(Information supplied Opens)
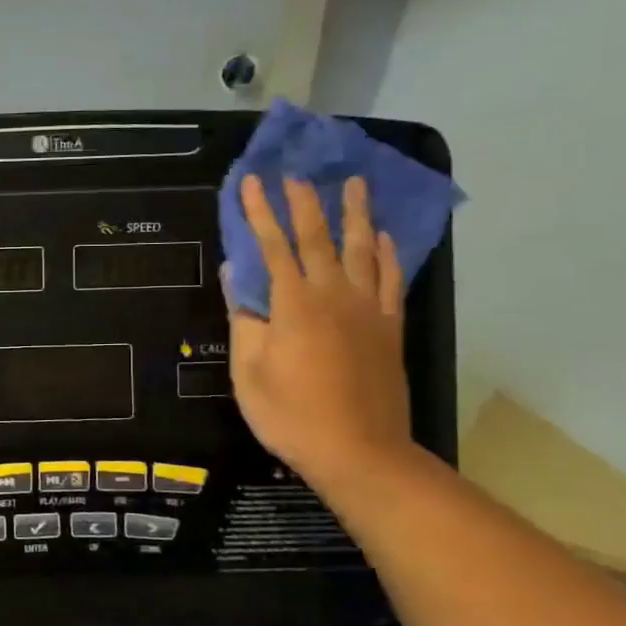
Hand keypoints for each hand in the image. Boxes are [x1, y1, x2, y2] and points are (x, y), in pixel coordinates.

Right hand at [226, 175, 412, 493]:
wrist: (359, 452)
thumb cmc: (291, 414)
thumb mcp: (249, 371)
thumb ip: (243, 319)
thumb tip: (235, 274)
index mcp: (293, 304)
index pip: (273, 246)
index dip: (260, 212)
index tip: (251, 182)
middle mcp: (334, 295)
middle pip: (318, 238)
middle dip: (304, 203)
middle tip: (297, 173)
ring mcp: (368, 310)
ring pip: (361, 250)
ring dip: (354, 215)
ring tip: (353, 184)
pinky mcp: (389, 328)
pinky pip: (390, 280)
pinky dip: (387, 254)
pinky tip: (382, 237)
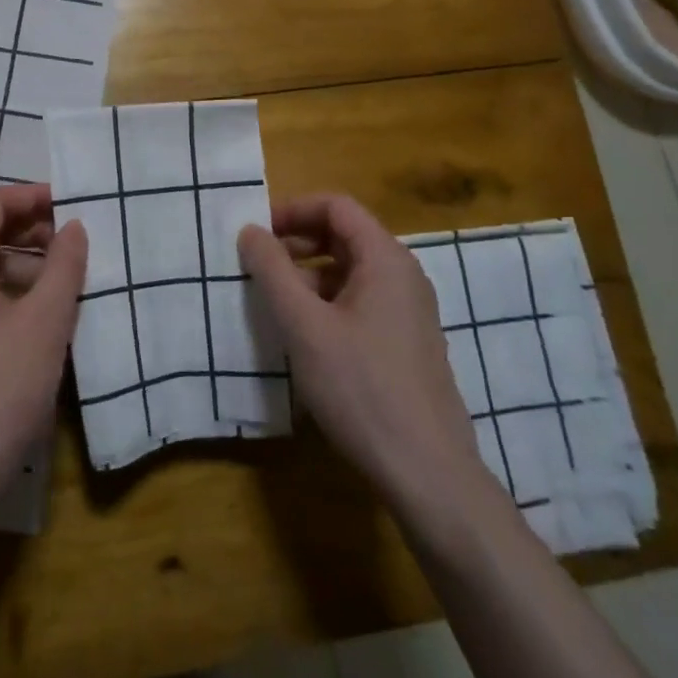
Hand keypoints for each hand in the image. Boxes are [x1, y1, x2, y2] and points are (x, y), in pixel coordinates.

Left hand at [0, 184, 86, 528]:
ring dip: (31, 263)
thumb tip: (75, 227)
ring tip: (74, 276)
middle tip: (79, 242)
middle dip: (35, 229)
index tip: (74, 205)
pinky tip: (53, 311)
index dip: (32, 196)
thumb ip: (63, 266)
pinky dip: (19, 291)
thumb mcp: (44, 322)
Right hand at [239, 195, 487, 510]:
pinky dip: (329, 301)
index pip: (336, 205)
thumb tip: (250, 230)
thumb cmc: (360, 388)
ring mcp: (410, 310)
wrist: (427, 472)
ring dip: (310, 274)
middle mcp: (404, 275)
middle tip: (259, 266)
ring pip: (352, 271)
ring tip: (276, 302)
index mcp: (385, 259)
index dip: (292, 210)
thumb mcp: (303, 326)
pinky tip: (307, 335)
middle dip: (298, 242)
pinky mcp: (408, 342)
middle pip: (346, 235)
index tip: (256, 234)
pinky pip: (363, 301)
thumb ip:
(Information supplied Closes)
### Your objective
When the word "thumb" appears in a line of the listing, copy that line.

### Solution
thumb cmc: (291, 414)
thumb mcp: (249, 371)
thumb ip: (243, 319)
thumb tip: (235, 274)
thumb tip: (75, 227)
thumb ip: (63, 266)
thumb mcp: (44, 322)
thumb tip: (250, 230)
thumb cmc: (360, 388)
thumb mcp: (303, 326)
thumb ip:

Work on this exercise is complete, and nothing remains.